# [Problem description]
Copy all lines holding the word "Circumferential" from the entries.

Dataset entries
□ □ □ □

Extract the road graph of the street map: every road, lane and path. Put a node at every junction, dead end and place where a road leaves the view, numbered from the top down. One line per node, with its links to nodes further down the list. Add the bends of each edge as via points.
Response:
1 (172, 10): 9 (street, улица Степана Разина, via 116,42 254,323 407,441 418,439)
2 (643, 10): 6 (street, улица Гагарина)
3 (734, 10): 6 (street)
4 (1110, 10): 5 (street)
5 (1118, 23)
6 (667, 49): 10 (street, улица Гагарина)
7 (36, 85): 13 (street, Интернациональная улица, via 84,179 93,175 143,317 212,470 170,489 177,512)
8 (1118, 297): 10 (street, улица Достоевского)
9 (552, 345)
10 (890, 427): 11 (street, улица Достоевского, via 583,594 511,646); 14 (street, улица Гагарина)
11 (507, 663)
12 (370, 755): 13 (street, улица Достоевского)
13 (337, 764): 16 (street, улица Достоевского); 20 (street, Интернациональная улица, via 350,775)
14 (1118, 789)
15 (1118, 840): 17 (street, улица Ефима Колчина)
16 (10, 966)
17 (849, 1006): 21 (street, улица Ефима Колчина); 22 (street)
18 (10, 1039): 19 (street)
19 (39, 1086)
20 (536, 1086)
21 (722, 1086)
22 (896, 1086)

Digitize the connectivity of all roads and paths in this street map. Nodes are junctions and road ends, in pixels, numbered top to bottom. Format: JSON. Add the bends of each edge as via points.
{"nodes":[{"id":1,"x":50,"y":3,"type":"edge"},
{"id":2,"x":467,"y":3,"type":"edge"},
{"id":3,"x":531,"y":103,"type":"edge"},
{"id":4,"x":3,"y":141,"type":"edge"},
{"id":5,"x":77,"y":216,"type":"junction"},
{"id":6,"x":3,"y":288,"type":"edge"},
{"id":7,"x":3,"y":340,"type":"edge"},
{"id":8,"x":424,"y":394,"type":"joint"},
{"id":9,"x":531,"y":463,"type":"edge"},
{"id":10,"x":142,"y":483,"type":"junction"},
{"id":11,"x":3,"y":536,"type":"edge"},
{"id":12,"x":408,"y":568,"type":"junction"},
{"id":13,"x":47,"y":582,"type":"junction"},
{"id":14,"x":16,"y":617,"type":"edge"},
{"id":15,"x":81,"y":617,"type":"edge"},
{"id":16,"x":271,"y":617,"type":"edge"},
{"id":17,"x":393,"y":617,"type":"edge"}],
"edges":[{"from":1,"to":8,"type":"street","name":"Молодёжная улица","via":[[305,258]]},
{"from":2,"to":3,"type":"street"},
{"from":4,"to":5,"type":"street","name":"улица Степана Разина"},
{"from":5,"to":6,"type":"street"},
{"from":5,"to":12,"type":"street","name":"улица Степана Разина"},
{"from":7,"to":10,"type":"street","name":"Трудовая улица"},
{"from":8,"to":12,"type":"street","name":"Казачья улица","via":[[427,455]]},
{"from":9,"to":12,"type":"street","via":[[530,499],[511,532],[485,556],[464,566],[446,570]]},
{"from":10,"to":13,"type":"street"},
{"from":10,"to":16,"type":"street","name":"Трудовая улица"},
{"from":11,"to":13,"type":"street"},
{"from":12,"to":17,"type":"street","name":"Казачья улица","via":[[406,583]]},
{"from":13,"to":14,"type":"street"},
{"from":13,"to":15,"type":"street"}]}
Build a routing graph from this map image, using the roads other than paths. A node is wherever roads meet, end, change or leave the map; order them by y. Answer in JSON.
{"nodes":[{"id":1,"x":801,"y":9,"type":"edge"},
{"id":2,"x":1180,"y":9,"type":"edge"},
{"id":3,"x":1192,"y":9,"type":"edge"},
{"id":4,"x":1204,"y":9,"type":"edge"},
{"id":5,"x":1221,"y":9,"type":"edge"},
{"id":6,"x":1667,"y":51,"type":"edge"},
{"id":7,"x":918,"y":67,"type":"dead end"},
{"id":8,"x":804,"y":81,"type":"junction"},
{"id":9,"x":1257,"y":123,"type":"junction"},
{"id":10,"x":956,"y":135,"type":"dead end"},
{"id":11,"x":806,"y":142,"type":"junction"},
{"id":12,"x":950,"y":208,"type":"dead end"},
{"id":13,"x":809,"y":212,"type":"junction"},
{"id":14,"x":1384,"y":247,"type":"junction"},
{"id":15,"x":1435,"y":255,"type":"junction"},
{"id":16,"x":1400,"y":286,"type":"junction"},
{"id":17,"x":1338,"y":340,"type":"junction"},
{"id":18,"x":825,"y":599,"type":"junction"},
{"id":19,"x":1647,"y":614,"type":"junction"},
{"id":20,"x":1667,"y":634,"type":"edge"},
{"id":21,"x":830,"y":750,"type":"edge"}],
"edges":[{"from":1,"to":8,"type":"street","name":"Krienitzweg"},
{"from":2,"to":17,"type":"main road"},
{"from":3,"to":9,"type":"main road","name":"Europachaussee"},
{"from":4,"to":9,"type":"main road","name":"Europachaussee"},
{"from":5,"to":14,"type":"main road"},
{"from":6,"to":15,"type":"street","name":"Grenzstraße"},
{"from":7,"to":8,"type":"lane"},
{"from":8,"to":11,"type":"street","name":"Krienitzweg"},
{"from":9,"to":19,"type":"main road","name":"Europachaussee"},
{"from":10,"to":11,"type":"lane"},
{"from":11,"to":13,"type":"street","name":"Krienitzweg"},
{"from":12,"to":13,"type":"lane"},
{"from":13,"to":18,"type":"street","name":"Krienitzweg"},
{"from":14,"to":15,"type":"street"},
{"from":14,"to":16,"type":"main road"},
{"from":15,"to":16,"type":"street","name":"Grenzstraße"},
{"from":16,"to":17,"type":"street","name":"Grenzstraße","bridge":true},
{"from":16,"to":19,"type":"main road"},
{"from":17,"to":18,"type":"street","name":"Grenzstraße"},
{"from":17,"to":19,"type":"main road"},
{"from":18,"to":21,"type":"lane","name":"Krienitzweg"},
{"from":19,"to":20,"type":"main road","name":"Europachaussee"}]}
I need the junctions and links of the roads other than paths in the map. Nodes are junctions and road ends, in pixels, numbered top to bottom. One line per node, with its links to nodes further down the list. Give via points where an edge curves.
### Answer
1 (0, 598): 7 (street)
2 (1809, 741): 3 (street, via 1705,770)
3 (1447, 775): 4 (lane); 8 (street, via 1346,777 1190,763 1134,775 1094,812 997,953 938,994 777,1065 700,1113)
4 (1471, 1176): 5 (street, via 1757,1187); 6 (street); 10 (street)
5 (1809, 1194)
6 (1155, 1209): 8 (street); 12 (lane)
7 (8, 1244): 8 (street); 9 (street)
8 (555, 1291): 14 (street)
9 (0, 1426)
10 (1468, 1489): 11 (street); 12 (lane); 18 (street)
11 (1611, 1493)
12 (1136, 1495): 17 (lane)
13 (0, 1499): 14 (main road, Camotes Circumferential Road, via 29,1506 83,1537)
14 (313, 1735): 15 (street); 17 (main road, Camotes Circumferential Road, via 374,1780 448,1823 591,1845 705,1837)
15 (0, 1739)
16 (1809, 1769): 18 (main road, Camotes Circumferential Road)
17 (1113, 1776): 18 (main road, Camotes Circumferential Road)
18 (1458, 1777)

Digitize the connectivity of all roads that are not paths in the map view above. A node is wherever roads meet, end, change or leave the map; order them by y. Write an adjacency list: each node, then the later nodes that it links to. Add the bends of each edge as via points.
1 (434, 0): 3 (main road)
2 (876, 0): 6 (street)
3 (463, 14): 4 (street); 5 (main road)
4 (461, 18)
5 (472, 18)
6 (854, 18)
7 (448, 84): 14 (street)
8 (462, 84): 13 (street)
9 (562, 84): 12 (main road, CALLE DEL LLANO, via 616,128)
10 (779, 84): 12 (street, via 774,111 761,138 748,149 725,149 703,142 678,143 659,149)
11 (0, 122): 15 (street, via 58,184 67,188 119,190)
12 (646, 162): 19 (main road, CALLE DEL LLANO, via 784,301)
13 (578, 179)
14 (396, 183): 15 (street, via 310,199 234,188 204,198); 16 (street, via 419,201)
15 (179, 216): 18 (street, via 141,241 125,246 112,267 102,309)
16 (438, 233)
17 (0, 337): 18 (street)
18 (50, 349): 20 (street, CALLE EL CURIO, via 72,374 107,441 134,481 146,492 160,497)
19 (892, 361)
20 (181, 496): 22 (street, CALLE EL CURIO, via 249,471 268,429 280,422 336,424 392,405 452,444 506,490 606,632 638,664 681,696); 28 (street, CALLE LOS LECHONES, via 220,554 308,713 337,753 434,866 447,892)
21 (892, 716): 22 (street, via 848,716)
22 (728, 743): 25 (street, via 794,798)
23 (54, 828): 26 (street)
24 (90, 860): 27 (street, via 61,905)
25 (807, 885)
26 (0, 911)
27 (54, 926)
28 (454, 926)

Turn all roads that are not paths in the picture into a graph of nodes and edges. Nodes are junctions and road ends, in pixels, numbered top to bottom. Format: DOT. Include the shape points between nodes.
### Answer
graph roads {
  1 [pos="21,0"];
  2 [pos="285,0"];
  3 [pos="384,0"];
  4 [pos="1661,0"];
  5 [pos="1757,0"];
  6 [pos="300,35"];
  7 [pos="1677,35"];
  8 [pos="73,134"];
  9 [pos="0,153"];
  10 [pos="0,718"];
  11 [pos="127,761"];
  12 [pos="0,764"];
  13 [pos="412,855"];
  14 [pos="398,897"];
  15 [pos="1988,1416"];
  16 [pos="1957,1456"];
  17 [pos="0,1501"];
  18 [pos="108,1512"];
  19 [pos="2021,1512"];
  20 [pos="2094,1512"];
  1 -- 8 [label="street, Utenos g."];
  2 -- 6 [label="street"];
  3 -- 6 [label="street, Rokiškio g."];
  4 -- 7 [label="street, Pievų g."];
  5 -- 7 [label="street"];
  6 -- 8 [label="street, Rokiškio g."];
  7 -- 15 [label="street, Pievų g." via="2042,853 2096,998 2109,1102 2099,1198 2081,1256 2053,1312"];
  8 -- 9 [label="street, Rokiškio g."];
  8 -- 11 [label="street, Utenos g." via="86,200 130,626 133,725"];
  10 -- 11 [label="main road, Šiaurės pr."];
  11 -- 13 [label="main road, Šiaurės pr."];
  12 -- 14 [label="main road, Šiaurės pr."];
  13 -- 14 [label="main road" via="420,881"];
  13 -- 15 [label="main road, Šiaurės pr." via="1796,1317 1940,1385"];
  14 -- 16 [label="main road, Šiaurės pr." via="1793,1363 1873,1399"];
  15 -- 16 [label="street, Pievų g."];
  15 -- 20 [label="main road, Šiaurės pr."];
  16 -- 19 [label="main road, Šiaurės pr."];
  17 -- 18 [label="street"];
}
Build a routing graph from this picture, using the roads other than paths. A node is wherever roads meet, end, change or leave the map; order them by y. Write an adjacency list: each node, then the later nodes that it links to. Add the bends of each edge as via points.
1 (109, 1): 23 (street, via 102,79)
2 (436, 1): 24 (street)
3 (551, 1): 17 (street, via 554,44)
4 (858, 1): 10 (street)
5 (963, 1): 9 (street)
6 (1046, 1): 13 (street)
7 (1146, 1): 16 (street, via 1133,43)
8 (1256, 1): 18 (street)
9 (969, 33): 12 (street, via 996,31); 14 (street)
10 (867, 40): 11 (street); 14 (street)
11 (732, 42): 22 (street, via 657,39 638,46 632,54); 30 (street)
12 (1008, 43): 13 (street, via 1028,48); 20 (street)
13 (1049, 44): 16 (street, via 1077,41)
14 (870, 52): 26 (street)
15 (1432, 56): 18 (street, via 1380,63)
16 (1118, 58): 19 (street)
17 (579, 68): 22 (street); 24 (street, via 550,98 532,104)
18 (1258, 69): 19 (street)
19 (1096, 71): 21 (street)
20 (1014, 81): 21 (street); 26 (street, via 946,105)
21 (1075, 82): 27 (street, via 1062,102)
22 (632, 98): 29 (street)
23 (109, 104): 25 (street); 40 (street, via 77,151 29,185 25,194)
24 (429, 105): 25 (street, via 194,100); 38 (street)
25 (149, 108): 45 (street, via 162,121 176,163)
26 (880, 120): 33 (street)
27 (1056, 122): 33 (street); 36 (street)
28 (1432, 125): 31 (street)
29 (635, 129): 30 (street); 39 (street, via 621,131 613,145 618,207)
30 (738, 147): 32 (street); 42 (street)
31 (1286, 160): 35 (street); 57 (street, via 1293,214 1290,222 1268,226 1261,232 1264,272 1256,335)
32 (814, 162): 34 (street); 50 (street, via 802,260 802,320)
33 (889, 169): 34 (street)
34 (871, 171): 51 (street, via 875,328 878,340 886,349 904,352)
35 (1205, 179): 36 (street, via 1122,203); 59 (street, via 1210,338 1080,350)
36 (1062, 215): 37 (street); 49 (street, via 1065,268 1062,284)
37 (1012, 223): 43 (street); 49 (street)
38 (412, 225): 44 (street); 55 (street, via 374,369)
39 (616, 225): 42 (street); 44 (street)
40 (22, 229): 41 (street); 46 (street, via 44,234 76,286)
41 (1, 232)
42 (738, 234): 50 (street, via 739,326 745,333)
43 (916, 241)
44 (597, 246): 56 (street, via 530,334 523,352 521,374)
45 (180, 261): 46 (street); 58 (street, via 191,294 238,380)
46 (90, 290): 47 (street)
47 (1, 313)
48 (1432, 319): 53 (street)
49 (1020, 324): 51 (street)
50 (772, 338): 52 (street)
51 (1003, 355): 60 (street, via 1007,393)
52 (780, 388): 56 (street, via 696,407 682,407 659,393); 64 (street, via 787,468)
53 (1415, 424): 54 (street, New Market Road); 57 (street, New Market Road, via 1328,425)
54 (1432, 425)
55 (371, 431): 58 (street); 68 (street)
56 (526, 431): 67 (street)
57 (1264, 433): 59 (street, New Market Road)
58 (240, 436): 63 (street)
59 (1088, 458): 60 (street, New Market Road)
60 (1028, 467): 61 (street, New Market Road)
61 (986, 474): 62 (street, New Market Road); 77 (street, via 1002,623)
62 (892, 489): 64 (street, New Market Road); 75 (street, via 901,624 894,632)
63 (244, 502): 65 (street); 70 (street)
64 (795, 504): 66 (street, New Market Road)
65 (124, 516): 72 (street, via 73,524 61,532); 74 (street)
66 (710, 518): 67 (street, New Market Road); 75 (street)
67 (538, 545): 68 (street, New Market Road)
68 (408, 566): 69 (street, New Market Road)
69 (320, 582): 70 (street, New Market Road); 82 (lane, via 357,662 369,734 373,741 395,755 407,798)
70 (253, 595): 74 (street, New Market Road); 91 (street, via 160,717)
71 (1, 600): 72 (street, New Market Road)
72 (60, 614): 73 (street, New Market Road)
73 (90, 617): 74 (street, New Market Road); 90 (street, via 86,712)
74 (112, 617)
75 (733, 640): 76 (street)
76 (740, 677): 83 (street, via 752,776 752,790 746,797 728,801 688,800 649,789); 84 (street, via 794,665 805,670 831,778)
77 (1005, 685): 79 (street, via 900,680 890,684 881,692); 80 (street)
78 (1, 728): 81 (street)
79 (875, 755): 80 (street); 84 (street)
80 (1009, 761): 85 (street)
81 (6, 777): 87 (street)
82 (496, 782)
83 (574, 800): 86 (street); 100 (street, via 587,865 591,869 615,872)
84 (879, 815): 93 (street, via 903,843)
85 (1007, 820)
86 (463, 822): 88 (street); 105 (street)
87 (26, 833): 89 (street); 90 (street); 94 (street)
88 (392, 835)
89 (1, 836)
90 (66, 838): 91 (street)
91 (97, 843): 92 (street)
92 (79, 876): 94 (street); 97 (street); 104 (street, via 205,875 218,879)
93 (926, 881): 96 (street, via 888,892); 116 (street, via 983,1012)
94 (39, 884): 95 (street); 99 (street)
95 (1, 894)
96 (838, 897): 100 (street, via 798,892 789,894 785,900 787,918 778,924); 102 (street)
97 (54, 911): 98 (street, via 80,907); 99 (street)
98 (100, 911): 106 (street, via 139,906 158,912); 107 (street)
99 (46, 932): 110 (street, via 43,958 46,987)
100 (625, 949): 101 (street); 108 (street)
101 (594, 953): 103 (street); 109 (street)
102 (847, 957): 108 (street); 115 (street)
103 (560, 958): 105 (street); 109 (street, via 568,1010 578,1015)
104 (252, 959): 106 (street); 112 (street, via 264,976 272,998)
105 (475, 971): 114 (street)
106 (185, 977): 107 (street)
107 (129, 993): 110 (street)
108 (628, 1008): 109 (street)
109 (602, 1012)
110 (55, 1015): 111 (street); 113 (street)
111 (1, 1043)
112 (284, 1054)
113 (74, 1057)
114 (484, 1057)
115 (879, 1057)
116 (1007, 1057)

□ □ □ □

# [Written answer]
13 (0, 1499): 14 (main road, Camotes Circumferential Road, via 29,1506 83,1537)
14 (313, 1735): 15 (street); 17 (main road, Camotes Circumferential Road, via 374,1780 448,1823 591,1845 705,1837)
16 (1809, 1769): 18 (main road, Camotes Circumferential Road)
17 (1113, 1776): 18 (main road, Camotes Circumferential Road)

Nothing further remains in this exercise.